[Items from a data source]
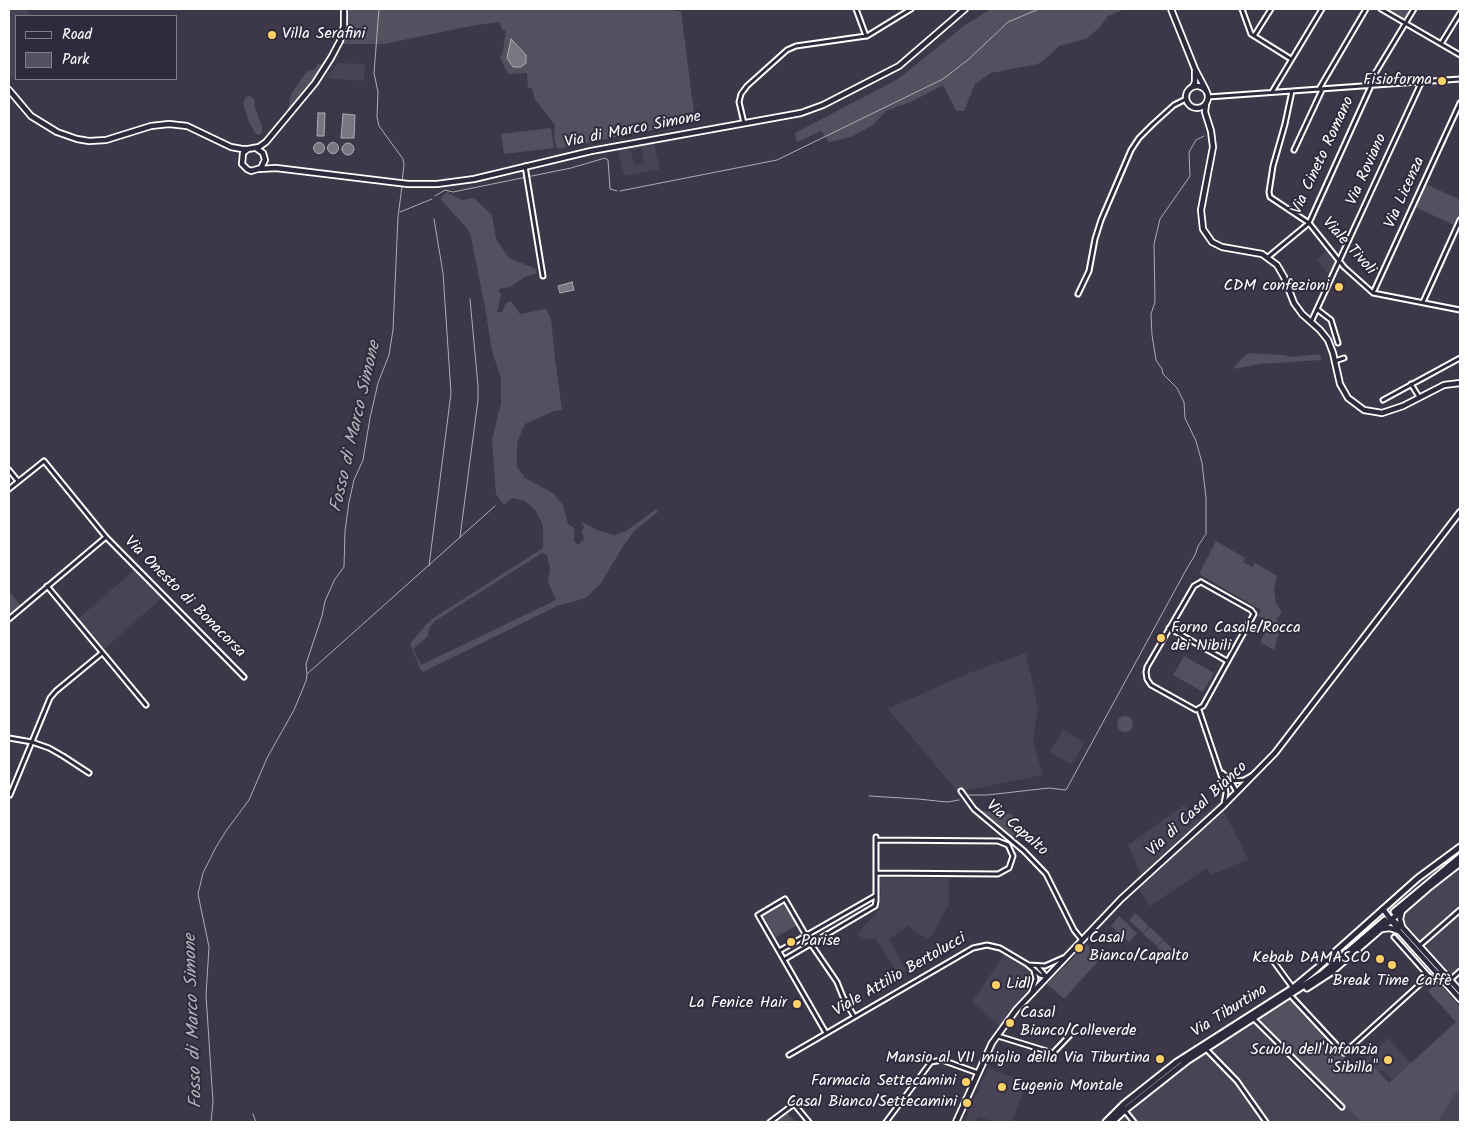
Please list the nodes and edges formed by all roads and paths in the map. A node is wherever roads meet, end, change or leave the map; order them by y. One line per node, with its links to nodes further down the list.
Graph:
1 (344, 9): 36 (street)
2 (856, 9): 14 (street)
3 (911, 9): 14 (street)
4 (966, 9): 35 (street, Via di Marco Simone)
5 (1171, 9): 19 (street)
6 (1242, 9): 15 (street)
7 (1270, 9): 15 (street)
8 (1322, 9): 18 (street)
9 (1366, 9): 24 (street)
10 (1381, 9): 13 (street)
11 (1414, 9): 13 (street)
12 (1460, 13): 16 (street)
13 (1405, 23): 16 (street); 23 (street, Via Cineto Romano)
14 (866, 36): 35 (street)
15 (1254, 36): 18 (street)
16 (1441, 44): 17 (street)
17 (1460, 55)
18 (1291, 59): 28 (street)
19 (1195, 69): 22 (street); 26 (street)
20 (1460, 79): 21 (street)
21 (1421, 82): 23 (street); 50 (street, Via Roviano)
22 (1193, 86): 26 (street); 30 (street)
23 (1370, 86): 24 (street); 48 (street, Via Cineto Romano)
24 (1320, 89): 27 (street); 40 (street)
25 (9, 90): 37 (street)
26 (1206, 90): 29 (street)
27 (1292, 91): 28 (street); 48 (street, Viale Tivoli)
28 (1271, 93): 29 (street)
29 (1208, 97): 32 (street)
30 (1186, 99): 33 (street); 53 (street)
31 (1460, 103): 52 (street, Via Licenza)
32 (1206, 104): 33 (street); 34 (street)
33 (1196, 108): 34 (street)
34 (1206, 117): 49 (street)
35 (744, 124): 44 (street, Via di Marco Simone)
36 (266, 142): 38 (street); 41 (street)
37 (226, 145): 39 (street); 42 (street)
38 (256, 148): 39 (street); 41 (street)
39 (248, 149): 42 (street)
40 (1294, 150)
41 (263, 153): 43 (street)
42 (241, 160): 46 (street)
43 (264, 160): 45 (street, Via di Marco Simone); 46 (street)
44 (525, 166): 45 (street, Via di Marco Simone); 51 (street)
45 (276, 168): 46 (street, Via di Marco Simone)
46 (259, 169)
47 (1460, 220): 54 (street)
48 (1309, 223): 49 (street, Via Cineto Romano); 50 (street, Viale Tivoli)
49 (1268, 257): 57 (street)
50 (1340, 262): 52 (street, Viale Tivoli); 55 (street, Via Roviano)
51 (543, 276)
52 (1373, 293): 54 (street, Viale Tivoli)
53 (1078, 294)
54 (1423, 302): 56 (street, Viale Tivoli)
55 (1318, 310): 57 (street, Via Roviano); 58 (street)
56 (1460, 310)
57 (1311, 322): 61 (street)
58 (1338, 343)
59 (1344, 358): 61 (street)
60 (1460, 358): 62 (street)
61 (1335, 361): 64 (street)
62 (1411, 384): 64 (street); 65 (street)
63 (1460, 384): 64 (street)
64 (1419, 397)
65 (1383, 400)
66 (9, 470): 67 (street)
67 (18, 481): 68 (street); 70 (street, Via Onesto di Bonacorsa)
68 (9, 489)
69 (1460, 512): 83 (street, Via di Casal Bianco)
70 (106, 537): 71 (street); 76 (street, Via Onesto di Bonacorsa)
71 (47, 586): 72 (street); 74 (street)
72 (9, 619)
73 (1169, 628): 75 (street); 75 (street); 78 (street)
74 (102, 653): 77 (street); 80 (street)
75 (1227, 661): 78 (street)
76 (244, 677)
77 (146, 705)
78 (1198, 710): 81 (street)
79 (9, 738): 80 (street)
80 (32, 742): 82 (street); 88 (street)
81 (1219, 769): 84 (street); 85 (street)
82 (89, 773)
83 (1256, 773): 84 (street); 87 (street, Via di Casal Bianco)
84 (1230, 780): 87 (street)
85 (1225, 787): 87 (street); 89 (street)
86 (961, 791): 109 (street, Via Capalto)
87 (1237, 792): 89 (street, Via di Casal Bianco)
88 (10, 795)
89 (1224, 805): 109 (street, Via di Casal Bianco)
90 (1460, 847): 96 (main road, Via Tiburtina)
91 (1460, 857): 99 (main road)
92 (1460, 863): 98 (main road)
93 (876, 873): 93 (street); 94 (street)
94 (876, 896): 95 (street); 101 (street)
95 (848, 910): 100 (street); 101 (street)
96 (1383, 910): 103 (street); 125 (main road, Via Tiburtina)
97 (1460, 910): 111 (street)
98 (1402, 911): 103 (main road); 105 (street)
99 (1394, 912)
100 (844, 913): 104 (street); 107 (street)
101 (853, 919): 104 (street)
102 (1385, 920): 130 (main road, Via Tiburtina)
103 (1392, 920): 105 (street); 106 (main road)
104 (848, 922): 110 (street)
105 (1401, 929): 106 (street); 111 (street)
106 (1380, 930): 128 (main road)
107 (806, 935): 110 (street); 112 (street); 112 (street)
108 (1394, 937): 114 (street)
109 (1082, 940): 113 (street, Via di Casal Bianco)
110 (811, 944): 116 (street); 131 (street)
111 (1417, 948): 114 (street); 123 (street); 129 (street)
112 (779, 951): 116 (street)
113 (1070, 953): 118 (street); 122 (street, Via di Casal Bianco)
114 (1409, 955): 121 (street)
115 (1280, 957): 125 (street)
116 (785, 959): 133 (street)
117 (1027, 964): 118 (street, Viale Attilio Bertolucci); 119 (street, Viale Attilio Bertolucci); 131 (street, Viale Attilio Bertolucci)
118 (1038, 967): 122 (street)
119 (1034, 971): 122 (street, Viale Attilio Bertolucci); 127 (street)
120 (1460, 971): 123 (street)
121 (1429, 976): 124 (street); 128 (street)
122 (1047, 977): 127 (street, Via di Casal Bianco)
123 (1450, 980): 126 (street)
124 (1434, 982)
125 (1292, 988): 145 (main road, Via Tiburtina)
126 (1460, 991)
127 (1031, 994): 135 (street, Via di Casal Bianco)
128 (1292, 997): 130 (main road)
129 (1460, 999)
130 (1260, 1013): 132 (main road, Via Tiburtina)
131 (854, 1016): 133 (street, Viale Attilio Bertolucci)
132 (1253, 1018): 136 (main road, Via Tiburtina); 139 (street)
133 (826, 1033): 137 (street, Viale Attilio Bertolucci)
134 (1072, 1033): 135 (street)
135 (997, 1035): 138 (street, Via di Casal Bianco)
136 (1205, 1048): 140 (main road, Via Tiburtina); 148 (street)
137 (789, 1055)
138 (978, 1073): 143 (street); 144 (street, Via di Casal Bianco)
139 (1342, 1107)
140 (1125, 1110): 146 (main road, Via Tiburtina); 147 (street)
141 (770, 1122): 142 (street)
142 (809, 1122)
143 (886, 1122)
144 (956, 1122)
145 (1106, 1122)
146 (1112, 1122)
147 (1134, 1122)
148 (1266, 1122)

- [Work to be completed] With the pictures removed, the entries above should be transcribed exactly.

- [Output]
Please list the nodes and edges formed by all roads and paths in the map. A node is wherever roads meet, end, change or leave the map; order them by y. One line per node, with its links to nodes further down the list.
Graph:
1 (344, 9): 36 (street)
2 (856, 9): 14 (street)
3 (911, 9): 14 (street)
4 (966, 9): 35 (street, Via di Marco Simone)
5 (1171, 9): 19 (street)
6 (1242, 9): 15 (street)
7 (1270, 9): 15 (street)
8 (1322, 9): 18 (street)
9 (1366, 9): 24 (street)
10 (1381, 9): 13 (street)
11 (1414, 9): 13 (street)
12 (1460, 13): 16 (street)
13 (1405, 23): 16 (street); 23 (street, Via Cineto Romano)
14 (866, 36): 35 (street)
15 (1254, 36): 18 (street)
16 (1441, 44): 17 (street)
17 (1460, 55)
18 (1291, 59): 28 (street)
19 (1195, 69): 22 (street); 26 (street)
20 (1460, 79): 21 (street)
21 (1421, 82): 23 (street); 50 (street, Via Roviano)
22 (1193, 86): 26 (street); 30 (street)
23 (1370, 86): 24 (street); 48 (street, Via Cineto Romano)
24 (1320, 89): 27 (street); 40 (street)
25 (9, 90): 37 (street)
26 (1206, 90): 29 (street)
27 (1292, 91): 28 (street); 48 (street, Viale Tivoli)
28 (1271, 93): 29 (street)
29 (1208, 97): 32 (street)
30 (1186, 99): 33 (street); 53 (street)
31 (1460, 103): 52 (street, Via Licenza)
32 (1206, 104): 33 (street); 34 (street)
33 (1196, 108): 34 (street)
34 (1206, 117): 49 (street)
35 (744, 124): 44 (street, Via di Marco Simone)
36 (266, 142): 38 (street); 41 (street)
37 (226, 145): 39 (street); 42 (street)
38 (256, 148): 39 (street); 41 (street)
39 (248, 149): 42 (street)
40 (1294, 150)
41 (263, 153): 43 (street)
42 (241, 160): 46 (street)
43 (264, 160): 45 (street, Via di Marco Simone); 46 (street)
44 (525, 166): 45 (street, Via di Marco Simone); 51 (street)
45 (276, 168): 46 (street, Via di Marco Simone)
46 (259, 169)
47 (1460, 220): 54 (street)
48 (1309, 223): 49 (street, Via Cineto Romano); 50 (street, Viale Tivoli)
49 (1268, 257): 57 (street)
50 (1340, 262): 52 (street, Viale Tivoli); 55 (street, Via Roviano)
51 (543, 276)
52 (1373, 293): 54 (street, Viale Tivoli)
53 (1078, 294)
54 (1423, 302): 56 (street, Viale Tivoli)
55 (1318, 310): 57 (street, Via Roviano); 58 (street)
56 (1460, 310)
57 (1311, 322): 61 (street)
58 (1338, 343)
59 (1344, 358): 61 (street)
60 (1460, 358): 62 (street)
61 (1335, 361): 64 (street)
62 (1411, 384): 64 (street); 65 (street)
63 (1460, 384): 64 (street)
64 (1419, 397)
65 (1383, 400)
66 (9, 470): 67 (street)
67 (18, 481): 68 (street); 70 (street, Via Onesto di Bonacorsa)
68 (9, 489)
69 (1460, 512): 83 (street, Via di Casal Bianco)
70 (106, 537): 71 (street); 76 (street, Via Onesto di Bonacorsa)
71 (47, 586): 72 (street); 74 (street)
72 (9, 619)
73 (1169, 628): 75 (street); 75 (street); 78 (street)
74 (102, 653): 77 (street); 80 (street)
75 (1227, 661): 78 (street)
76 (244, 677)
77 (146, 705)
78 (1198, 710): 81 (street)
79 (9, 738): 80 (street)
80 (32, 742): 82 (street); 88 (street)
81 (1219, 769): 84 (street); 85 (street)
82 (89, 773)
83 (1256, 773): 84 (street); 87 (street, Via di Casal Bianco)
84 (1230, 780): 87 (street)
85 (1225, 787): 87 (street); 89 (street)
86 (961, 791): 109 (street, Via Capalto)
87 (1237, 792): 89 (street, Via di Casal Bianco)
88 (10, 795)
89 (1224, 805): 109 (street, Via di Casal Bianco)
90 (1460, 847): 96 (main road, Via Tiburtina)
91 (1460, 857): 99 (main road)
92 (1460, 863): 98 (main road)
93 (876, 873): 93 (street); 94 (street)
94 (876, 896): 95 (street); 101 (street)
95 (848, 910): 100 (street); 101 (street)
96 (1383, 910): 103 (street); 125 (main road, Via Tiburtina)
97 (1460, 910): 111 (street)
98 (1402, 911): 103 (main road); 105 (street)
99 (1394, 912)
100 (844, 913): 104 (street); 107 (street)
101 (853, 919): 104 (street)
102 (1385, 920): 130 (main road, Via Tiburtina)
103 (1392, 920): 105 (street); 106 (main road)
104 (848, 922): 110 (street)
105 (1401, 929): 106 (street); 111 (street)
106 (1380, 930): 128 (main road)
107 (806, 935): 110 (street); 112 (street); 112 (street)
108 (1394, 937): 114 (street)
109 (1082, 940): 113 (street, Via di Casal Bianco)
110 (811, 944): 116 (street); 131 (street)
111 (1417, 948): 114 (street); 123 (street); 129 (street)
112 (779, 951): 116 (street)
113 (1070, 953): 118 (street); 122 (street, Via di Casal Bianco)
114 (1409, 955): 121 (street)
115 (1280, 957): 125 (street)
116 (785, 959): 133 (street)
117 (1027, 964): 118 (street, Viale Attilio Bertolucci); 119 (street, Viale Attilio Bertolucci); 131 (street, Viale Attilio Bertolucci)
118 (1038, 967): 122 (street)
119 (1034, 971): 122 (street, Viale Attilio Bertolucci); 127 (street)
120 (1460, 971): 123 (street)
121 (1429, 976): 124 (street); 128 (street)
122 (1047, 977): 127 (street, Via di Casal Bianco)
123 (1450, 980): 126 (street)
124 (1434, 982)
125 (1292, 988): 145 (main road, Via Tiburtina)
126 (1460, 991)
127 (1031, 994): 135 (street, Via di Casal Bianco)
128 (1292, 997): 130 (main road)
129 (1460, 999)
130 (1260, 1013): 132 (main road, Via Tiburtina)
131 (854, 1016): 133 (street, Viale Attilio Bertolucci)
132 (1253, 1018): 136 (main road, Via Tiburtina); 139 (street)
133 (826, 1033): 137 (street, Viale Attilio Bertolucci)
134 (1072, 1033): 135 (street)
135 (997, 1035): 138 (street, Via di Casal Bianco)
136 (1205, 1048): 140 (main road, Via Tiburtina); 148 (street)
137 (789, 1055)
138 (978, 1073): 143 (street); 144 (street, Via di Casal Bianco)
139 (1342, 1107)
140 (1125, 1110): 146 (main road, Via Tiburtina); 147 (street)
141 (770, 1122): 142 (street)
142 (809, 1122)
143 (886, 1122)
144 (956, 1122)
145 (1106, 1122)
146 (1112, 1122)
147 (1134, 1122)
148 (1266, 1122)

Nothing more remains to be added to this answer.